Today, media snacking is a way of life. In the morning, we check news and tap out emails on our laptops. At work, we graze all day on videos and blogs. Back home, the giant HDTV is for 10-course feasting – say, an entire season of 24. In between are the morsels that fill those whenever minutes, as your mobile phone carrier calls them: a 30-second game on your Nintendo DS, a 60-second webisode on your cell, a three-minute podcast on your MP3 player.
From YouTube’s clip culture to Apple’s iTunes (not iAlbums), it seems for the time being smaller is, in fact, better! In the world of social software, the coolest and probably the smallest is Twitter, which allows users to post entries of no more than 140 characters, sent in from the web, IM or text message and being sent out via these same three platforms to your Twitter friends. Twitter has some impressive parents, including Evan Williams (who started Blogger before is was sold to Google) and the other Obvious folk. I’ve experimented with Twitter for the past few days, and I can see the appeal of its immediacy, and the fact that you really can’t take up much time with so little space to type! From the larger blogosphere, Jill Walker has been thinking about her Twittering in terms of blogging, noting similarities and differences:
…there’s something very satisfying about logging your days like that and seeing what others are up to. It’s a blog at a different scale than this one, in a way, very short posts, but far more frequent…

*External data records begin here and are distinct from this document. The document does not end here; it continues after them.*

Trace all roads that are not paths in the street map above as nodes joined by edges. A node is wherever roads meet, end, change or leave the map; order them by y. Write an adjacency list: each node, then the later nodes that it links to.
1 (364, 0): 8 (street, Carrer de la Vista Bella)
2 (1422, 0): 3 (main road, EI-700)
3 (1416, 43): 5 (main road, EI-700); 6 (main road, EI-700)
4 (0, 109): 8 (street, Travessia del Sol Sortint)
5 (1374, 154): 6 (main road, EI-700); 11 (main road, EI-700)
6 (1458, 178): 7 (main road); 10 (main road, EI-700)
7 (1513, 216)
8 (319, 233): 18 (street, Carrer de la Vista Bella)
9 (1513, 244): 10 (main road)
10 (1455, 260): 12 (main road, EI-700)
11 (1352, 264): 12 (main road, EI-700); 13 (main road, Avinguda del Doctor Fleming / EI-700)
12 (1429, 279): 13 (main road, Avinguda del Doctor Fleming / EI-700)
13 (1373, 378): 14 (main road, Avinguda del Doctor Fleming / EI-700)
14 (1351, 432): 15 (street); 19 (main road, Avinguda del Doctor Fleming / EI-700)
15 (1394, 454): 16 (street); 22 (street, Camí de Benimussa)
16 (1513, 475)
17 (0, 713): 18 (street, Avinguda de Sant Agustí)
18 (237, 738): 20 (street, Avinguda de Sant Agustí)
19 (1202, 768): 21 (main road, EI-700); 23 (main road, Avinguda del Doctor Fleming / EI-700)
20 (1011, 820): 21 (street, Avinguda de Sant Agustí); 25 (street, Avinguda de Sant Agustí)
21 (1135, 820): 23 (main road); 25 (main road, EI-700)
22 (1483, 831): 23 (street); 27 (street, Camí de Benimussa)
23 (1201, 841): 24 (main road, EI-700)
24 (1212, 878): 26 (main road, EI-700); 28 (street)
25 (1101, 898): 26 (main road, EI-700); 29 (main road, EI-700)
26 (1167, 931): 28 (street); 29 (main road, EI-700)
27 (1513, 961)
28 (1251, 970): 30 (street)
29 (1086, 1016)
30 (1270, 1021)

The logging aspect is quite addictive, and despite the brevity of posts, reading just a few Twitters seems to build quite an intimate picture of someone. Ross Mayfield in his post ‘Twitter Tips the Tuna’ gives this succinct explanation of Twitter:
Twitter, in a nutshell, is mobile social software that lets you broadcast and receive short messages with your social network. You can use it with SMS (sending a message to 40404), on the web or IM. A darn easy API has enabled other clients such as Twitterific for the Mac. Twitter is Continuous Partial Presence, mostly made up of mundane messages in answer to the question, “what are you doing?” A never-ending steam of presence messages prompts you to update your own. Messages are more ephemeral than IM presence — and posting is of a lower threshold, both because of ease and accessibility, and the informality of the medium.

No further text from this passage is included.